■ **What to work on**: If a line in the records below contains the word "pixels", copy it out.

** Opening Supplied records block **

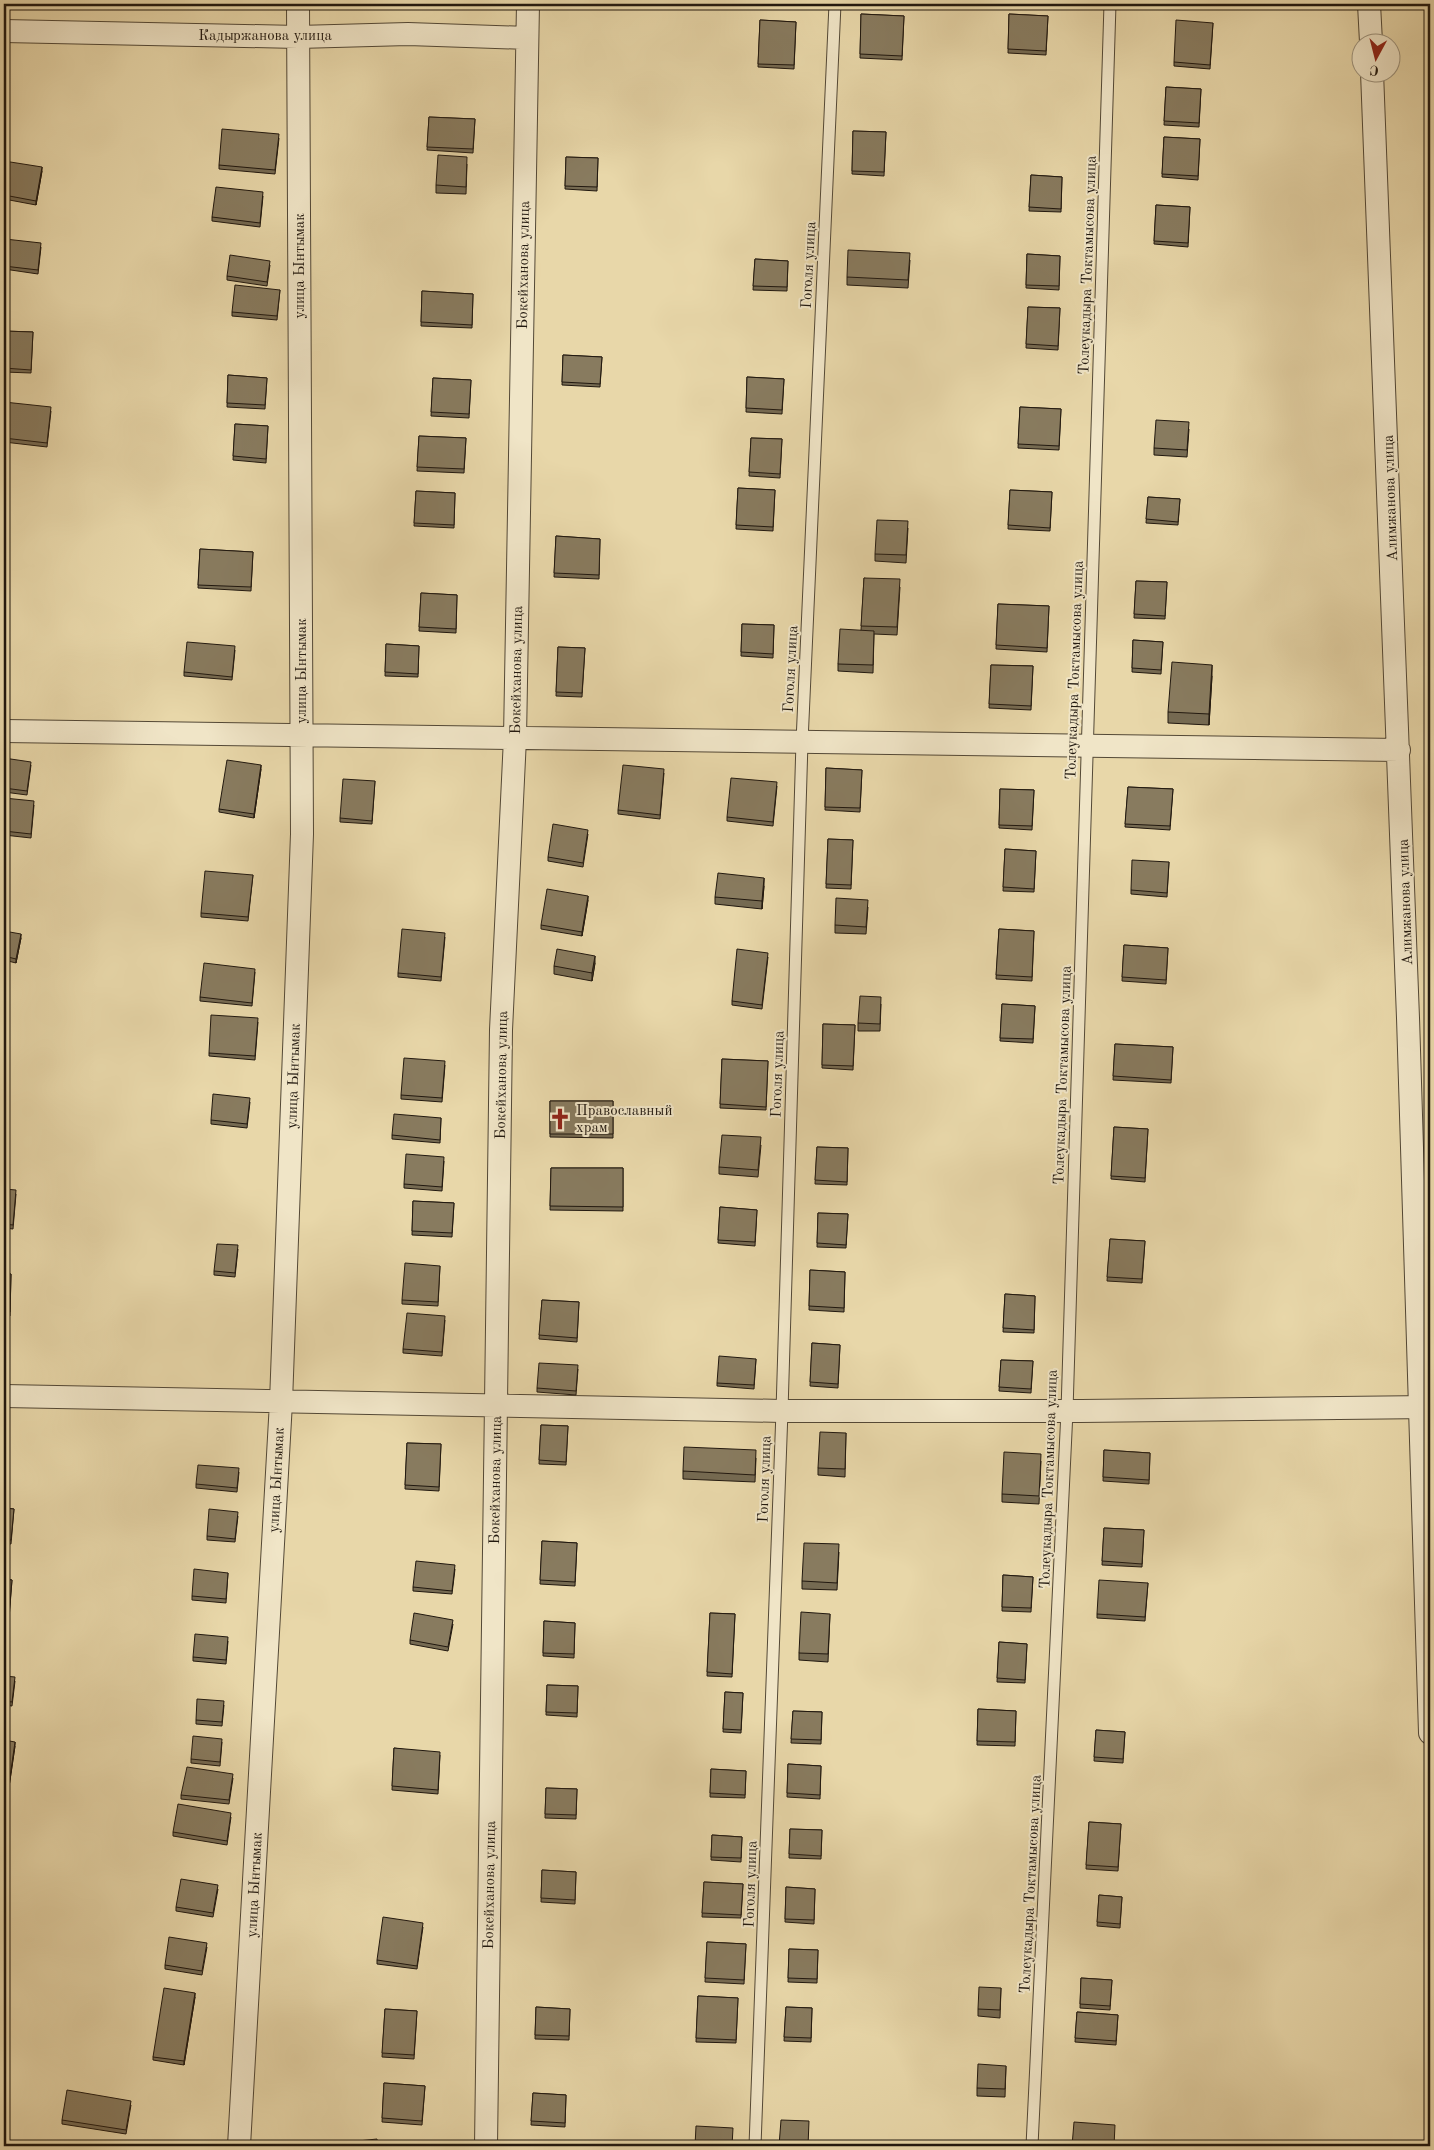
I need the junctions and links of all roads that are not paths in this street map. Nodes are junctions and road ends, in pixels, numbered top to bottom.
1 (298, 4) edge
2 (528, 4) edge
3 (835, 4) edge
4 (1110, 4) edge
5 (1369, 4) edge
6 (4, 31) edge
7 (1370, 32) edge
8 (298, 37) junction
9 (527, 38) junction
10 (1372, 82) edge
11 (4, 732) edge
12 (301, 735) junction
13 (515, 738) junction
14 (802, 742) junction
15 (1087, 746) junction
16 (1399, 750) junction
17 (4, 1396) edge
18 (281, 1402) junction
19 (496, 1406) junction
20 (1426, 1407) edge
21 (782, 1411) junction
22 (1067, 1411) junction
23 (1430, 1733) edge
24 (239, 2146) edge
25 (486, 2146) edge
26 (755, 2146) edge
27 (1032, 2146) edge

1 - 8 street, улица Ынтымак
2 - 9 street, Бокейханова улица
3 - 14 lane, Гоголя улица
4 - 15 lane, Толеукадыра Токтамысова улица
5 - 7 street
6 - 8 street, Кадыржанова улица
8 - 9 street, Кадыржанова улица
8 - 12 street, улица Ынтымак
9 - 13 street, Бокейханова улица
10 - 16 street, Алимжанова улица
11 - 12 street
12 - 13 street
12 - 18 street, улица Ынтымак
13 - 14 street
13 - 19 street, Бокейханова улица
14 - 15 street
14 - 21 lane, Гоголя улица
15 - 16 street
15 - 22 lane, Толеукадыра Токтамысова улица
16 - 20 street, Алимжанова улица
17 - 18 street
18 - 19 street
18 - 24 street, улица Ынтымак
19 - 21 street
19 - 25 street, Бокейханова улица
20 - 22 street
20 - 23 street, Алимжанова улица
21 - 22 street
21 - 26 lane, Гоголя улица
22 - 27 lane, Толеукадыра Токтамысова улица

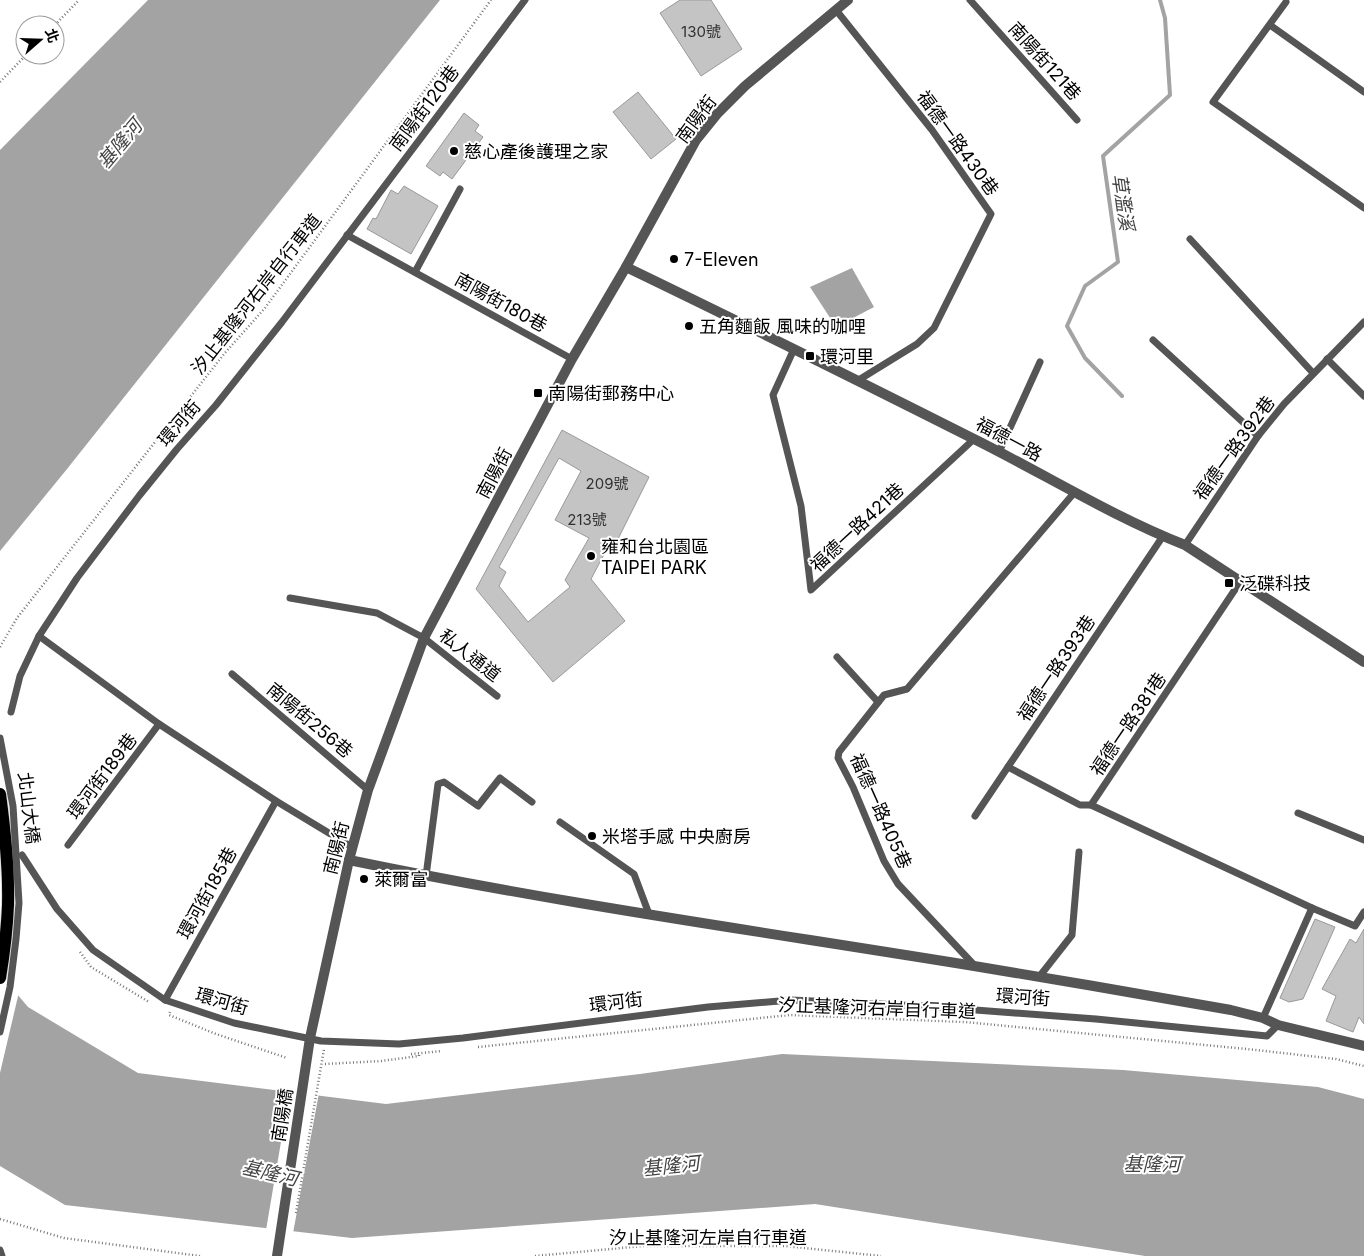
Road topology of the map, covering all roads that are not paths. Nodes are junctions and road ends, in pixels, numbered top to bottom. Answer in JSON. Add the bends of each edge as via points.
{"nodes":[{"id":1,"x":525,"y":0,"type":"edge"},
{"id":2,"x":848,"y":0,"type":"edge"},
{"id":3,"x":970,"y":0,"type":"edge"},
{"id":4,"x":1286,"y":2,"type":"dead end"},
{"id":5,"x":836,"y":10,"type":"junction"},
{"id":6,"x":1270,"y":25,"type":"junction"},
{"id":7,"x":1364,"y":92,"type":"edge"},
{"id":8,"x":1077,"y":120,"type":"dead end"},
{"id":9,"x":460,"y":189,"type":"dead end"},
{"id":10,"x":1364,"y":208,"type":"edge"},
{"id":11,"x":347,"y":235,"type":"junction"},
{"id":12,"x":1190,"y":239,"type":"dead end"},
{"id":13,"x":626,"y":266,"type":"junction"},
{"id":14,"x":414,"y":272,"type":"junction"},
{"id":15,"x":1364,"y":322,"type":"edge"},
{"id":16,"x":1153,"y":340,"type":"dead end"},
{"id":17,"x":794,"y":349,"type":"junction"},
{"id":18,"x":572,"y":359,"type":"junction"},
{"id":19,"x":1327,"y":359,"type":"junction"},
{"id":20,"x":1040,"y":362,"type":"dead end"},
{"id":21,"x":1313,"y":373,"type":"junction"},
{"id":22,"x":857,"y":381,"type":"junction"},
{"id":23,"x":1364,"y":396,"type":"edge"},
{"id":24,"x":1258,"y":436,"type":"junction"},
{"id":25,"x":974,"y":439,"type":"junction"},
{"id":26,"x":999,"y":452,"type":"junction"},
{"id":27,"x":1074,"y":493,"type":"junction"},
{"id":28,"x":1163,"y":536,"type":"junction"},
{"id":29,"x":1185,"y":545,"type":"junction"},
{"id":30,"x":1240,"y":582,"type":"junction"},
{"id":31,"x":290,"y":598,"type":"dead end"},
{"id":32,"x":39,"y":636,"type":"junction"},
{"id":33,"x":424,"y":638,"type":"junction"},
{"id":34,"x":837,"y":657,"type":"dead end"},
{"id":35,"x":1364,"y":662,"type":"edge"},
{"id":36,"x":232,"y":674,"type":"dead end"},
{"id":37,"x":497,"y":696,"type":"dead end"},
{"id":38,"x":878,"y":702,"type":"junction"},
{"id":39,"x":10,"y":712,"type":"dead end"},
{"id":40,"x":160,"y":724,"type":"junction"},
{"id":41,"x":0,"y":738,"type":"edge"},
{"id":42,"x":1008,"y":768,"type":"junction"},
{"id":43,"x":368,"y":790,"type":"junction"},
{"id":44,"x":0,"y":794,"type":"edge"},
{"id":45,"x":276,"y":801,"type":"junction"},
{"id":46,"x":532,"y":802,"type":"dead end"},
{"id":47,"x":1091,"y":805,"type":"junction"},
{"id":48,"x":1298,"y":813,"type":"dead end"},
{"id":49,"x":975,"y":816,"type":"dead end"},
{"id":50,"x":560,"y":822,"type":"dead end"},
{"id":51,"x":1364,"y":840,"type":"edge"},
{"id":52,"x":68,"y":845,"type":"dead end"},
{"id":53,"x":352,"y":846,"type":"junction"},
{"id":54,"x":1079,"y":852,"type":"dead end"},
{"id":55,"x":22,"y":855,"type":"dead end"},
{"id":56,"x":348,"y":860,"type":"junction"},
{"id":57,"x":426,"y":876,"type":"junction"},
{"id":58,"x":1312,"y":908,"type":"junction"},
{"id":59,"x":1364,"y":912,"type":"edge"},
{"id":60,"x":649,"y":914,"type":"junction"},
{"id":61,"x":975,"y":966,"type":"junction"},
{"id":62,"x":1039,"y":977,"type":"junction"},
{"id":63,"x":0,"y":978,"type":"edge"},
{"id":64,"x":165,"y":1000,"type":"junction"},
{"id":65,"x":1263,"y":1018,"type":"junction"},
{"id":66,"x":1278,"y":1025,"type":"junction"},
{"id":67,"x":0,"y":1032,"type":"edge"},
{"id":68,"x":310,"y":1038,"type":"junction"},
{"id":69,"x":1364,"y":1046,"type":"edge"},
{"id":70,"x":0,"y":1250,"type":"edge"},
{"id":71,"x":2,"y":1256,"type":"edge"},
{"id":72,"x":277,"y":1256,"type":"edge"}],
"edges":[{"from":1,"to":11,"type":"lane","name":"南陽街120巷"},
{"from":2,"to":5,"type":"street","name":"南陽街"},
{"from":3,"to":8,"type":"lane","name":"南陽街121巷"},
{"from":4,"to":6,"type":"lane"},
{"from":5,"to":13,"type":"street","name":"南陽街","via":[[744,86],[716,114],[696,140]]},
{"from":5,"to":22,"type":"lane","name":"福德一路430巷","via":[[932,130],[992,214],[934,328],[916,344]]},
{"from":6,"to":7,"type":"lane"},
{"from":6,"to":10,"type":"lane","via":[[1213,102]]},
{"from":9,"to":14,"type":"lane"},
{"from":11,"to":14,"type":"lane","name":"南陽街180巷"},
{"from":11,"to":32,"type":"lane","name":"環河街","via":[[216,405],[139,496]]},
{"from":12,"to":21,"type":"lane"},
{"from":13,"to":17,"type":"street","name":"福德一路"},
{"from":13,"to":18,"type":"street","name":"南陽街"},
{"from":14,"to":18,"type":"lane","name":"南陽街180巷"},
{"from":15,"to":19,"type":"lane","name":"福德一路392巷"},
{"from":16,"to":24,"type":"lane"},
{"from":17,"to":22,"type":"street","name":"福德一路"},
{"from":17,"to":25,"type":"lane","name":"福德一路421巷","via":[[773,395],[801,506],[811,590]]},
{"from":18,"to":33,"type":"street","name":"南陽街"},
{"from":19,"to":21,"type":"lane","name":"福德一路392巷"},
{"from":19,"to":23,"type":"lane"},
{"from":20,"to":26,"type":"lane"},
{"from":21,"to":24,"type":"lane","name":"福德一路392巷"},
{"from":22,"to":25,"type":"street","name":"福德一路"},
{"from":24,"to":29,"type":"lane","name":"福德一路392巷"},
{"from":25,"to":26,"type":"street","name":"福德一路"},
{"from":26,"to":27,"type":"street","name":"福德一路"},
{"from":27,"to":28,"type":"street","name":"福德一路"},
{"from":27,"to":38,"type":"lane","name":"福德一路405巷","via":[[907,689],[884,695]]},
{"from":28,"to":29,"type":"street","name":"福德一路"},
{"from":28,"to":42,"type":"lane","name":"福德一路393巷"},
{"from":29,"to":30,"type":"street","name":"福德一路"},
{"from":30,"to":35,"type":"street","name":"福德一路"},
{"from":30,"to":47,"type":"lane","name":"福德一路381巷"},
{"from":31,"to":33,"type":"lane","name":"私人通道","via":[[377,613]]},
{"from":32,"to":39,"type":"lane","name":"環河街","via":[[20,676]]},
{"from":32,"to":40,"type":"lane"},
{"from":33,"to":37,"type":"lane","name":"私人通道"},
{"from":33,"to":43,"type":"street","name":"南陽街"},
{"from":34,"to":38,"type":"lane"},
{"from":36,"to":43,"type":"lane","name":"南陽街256巷"},
{"from":38,"to":61,"type":"lane","name":"福德一路405巷","via":[[839,752],[838,758],[884,861],[898,884]]},
{"from":40,"to":45,"type":"lane"},
{"from":40,"to":52,"type":"lane","name":"環河街189巷"},
{"from":41,"to":67,"type":"lane","name":"北山大橋","bridge":true,"via":[[13,806],[19,904],[10,987]]},
{"from":42,"to":47,"type":"lane","via":[[1080,805]]},
{"from":42,"to":49,"type":"lane","name":"福德一路393巷"},
{"from":43,"to":53,"type":"street","name":"南陽街"},
{"from":44,"to":63,"type":"main road","name":"北山大橋","bridge":true,"via":[[5,827],[8,904]]},
{"from":45,"to":53,"type":"lane"},
{"from":45,"to":64,"type":"lane","name":"環河街185巷"},
{"from":46,"to":57,"type":"lane","via":[[500,778],[478,806],[444,782],[438,784]]},
{"from":47,"to":58,"type":"lane"},
{"from":48,"to":51,"type":"lane"},
{"from":50,"to":60,"type":"lane","via":[[634,874]]},
{"from":53,"to":56,"type":"street","name":"南陽街"},
{"from":54,"to":62,"type":"lane","via":[[1072,935]]},
{"from":55,"to":64,"type":"lane","name":"環河街","via":[[57,909],[93,950]]},
{"from":56,"to":57,"type":"street","name":"環河街"},
{"from":56,"to":68,"type":"street","name":"南陽街"},
{"from":57,"to":60,"type":"street","name":"環河街"},
{"from":58,"to":59,"type":"lane","via":[[1355,926]]},
{"from":58,"to":65,"type":"lane"},
{"from":60,"to":61,"type":"street","name":"環河街"},
{"from":61,"to":62,"type":"street","name":"環河街"},
{"from":62,"to":65,"type":"street","name":"環河街"},
{"from":64,"to":68,"type":"lane","name":"環河街","via":[[234,1023]]},
{"from":65,"to":66,"type":"street","name":"環河街"},
{"from":66,"to":68,"type":"lane","name":"環河街","via":[[1267,1036],[1096,1019],[791,1000],[399,1044]]},
{"from":66,"to":69,"type":"street","name":"環河街"},
{"from":68,"to":72,"type":"street","name":"南陽橋","bridge":true},
{"from":70,"to":71,"type":"lane"}]}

** Closing Supplied records block **

■ **Answer below**:
I need the junctions and links of all roads that are not paths in this street map. Nodes are junctions and road ends, in pixels, numbered top to bottom.
Road topology of the map, covering all roads that are not paths. Nodes are junctions and road ends, in pixels, numbered top to bottom. Answer in JSON. Add the bends of each edge as via points.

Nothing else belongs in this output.